Carsville knirscht mit den Zähnen, erblickt den Thron und die Köpfe und erkennt möglicherweise auch die Parallele zu den Filmen, weil er einen schwachen Witz reißt. Ben Carsville ist natürlich genau der Typ, der das Herz sexuell frustrierter Amazonenköniginnen erobern könnte. Leider ist Kemner kein vollbusiges Flittchen mit einem Machtkomplex. Sie war eine durchaus geachtete Söldnerin (»freischaffende Militärberaterin«) am eher blutigen Ende des Spektrums. Was sie jetzt ist, nach den Ereignissen, die sich abgespielt haben, seit George Copsens rotes Telefon klingelte und den Beginn der nichtkonventionellen Feindseligkeiten in einer neuen Ära ankündigte, ist nicht ganz sicher.
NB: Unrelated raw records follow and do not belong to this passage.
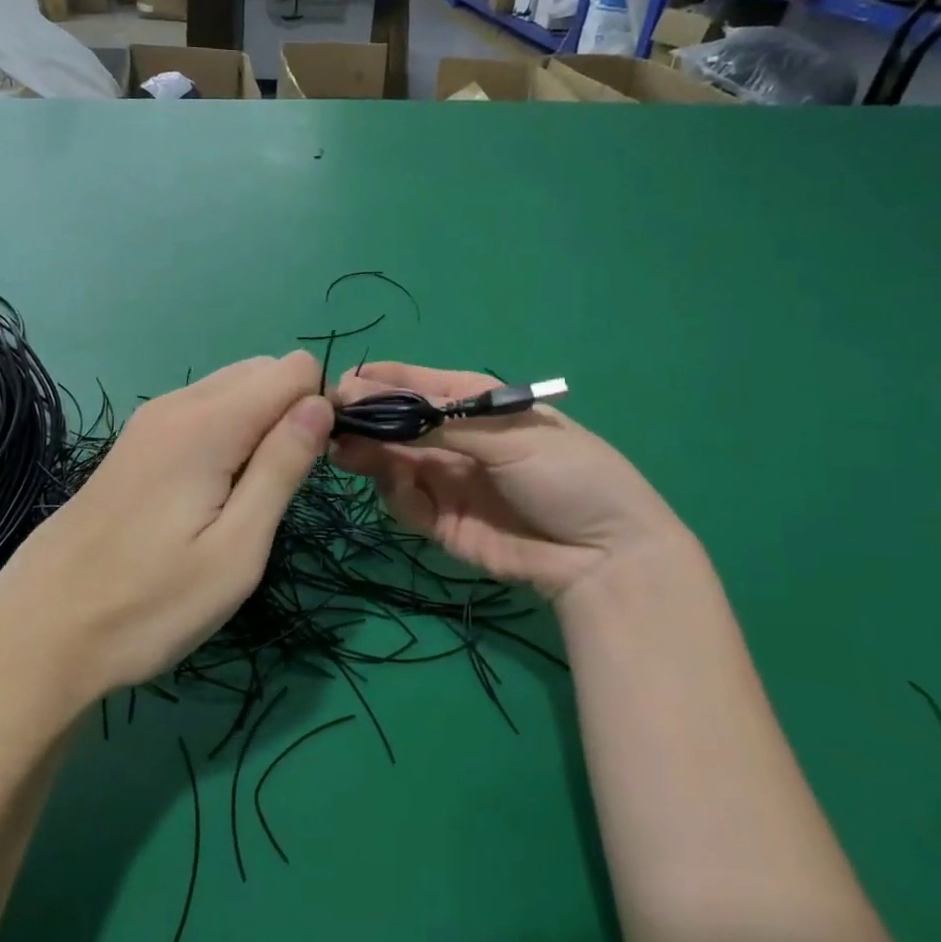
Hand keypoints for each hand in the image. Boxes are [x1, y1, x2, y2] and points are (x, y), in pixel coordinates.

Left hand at [0, 353, 332, 709]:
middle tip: (279, 491)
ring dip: (258, 427)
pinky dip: (226, 436)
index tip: (309, 469)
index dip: (317, 411)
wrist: (41, 630)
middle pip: (262, 371)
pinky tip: (210, 496)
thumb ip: (281, 468)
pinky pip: (201, 413)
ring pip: (231, 390)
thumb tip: (321, 406)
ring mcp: (149, 422)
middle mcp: (177, 404)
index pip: (294, 370)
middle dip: (290, 413)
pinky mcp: (134, 444)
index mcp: (208, 422)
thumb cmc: (150, 604)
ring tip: (245, 500)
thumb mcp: (237, 550)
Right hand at [330, 361, 690, 606]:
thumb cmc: (567, 475)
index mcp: (475, 405)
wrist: (605, 557)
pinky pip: (405, 502)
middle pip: (396, 424)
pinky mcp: (442, 523)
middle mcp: (455, 440)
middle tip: (334, 426)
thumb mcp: (508, 435)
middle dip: (366, 422)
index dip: (378, 384)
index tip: (339, 388)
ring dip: (371, 456)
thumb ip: (437, 420)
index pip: (415, 385)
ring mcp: (447, 481)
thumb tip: (371, 396)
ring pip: (392, 462)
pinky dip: (396, 494)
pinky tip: (399, 490)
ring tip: (350, 454)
Mit einer Art kalter Neugierde betrachtet sie Ben Carsville. Sein freches Auftreten verpufft wirkungslos. Sie versetzt ihm keine beleidigte und doch einladende Ohrfeige, sie starrt ihm nicht einmal aufgebracht in die Augen. Vielmehr beobachtet sie ihn mit einer Art wissenschaftlichem Interesse, als wäre er ein neues Exemplar, das einer Vivisektion unterzogen werden muss. Dann nickt sie ihren Handlangern zu. Sie heben Carsville knurrend auf, danach führt uns Kemner alle hinter die Abflughalle.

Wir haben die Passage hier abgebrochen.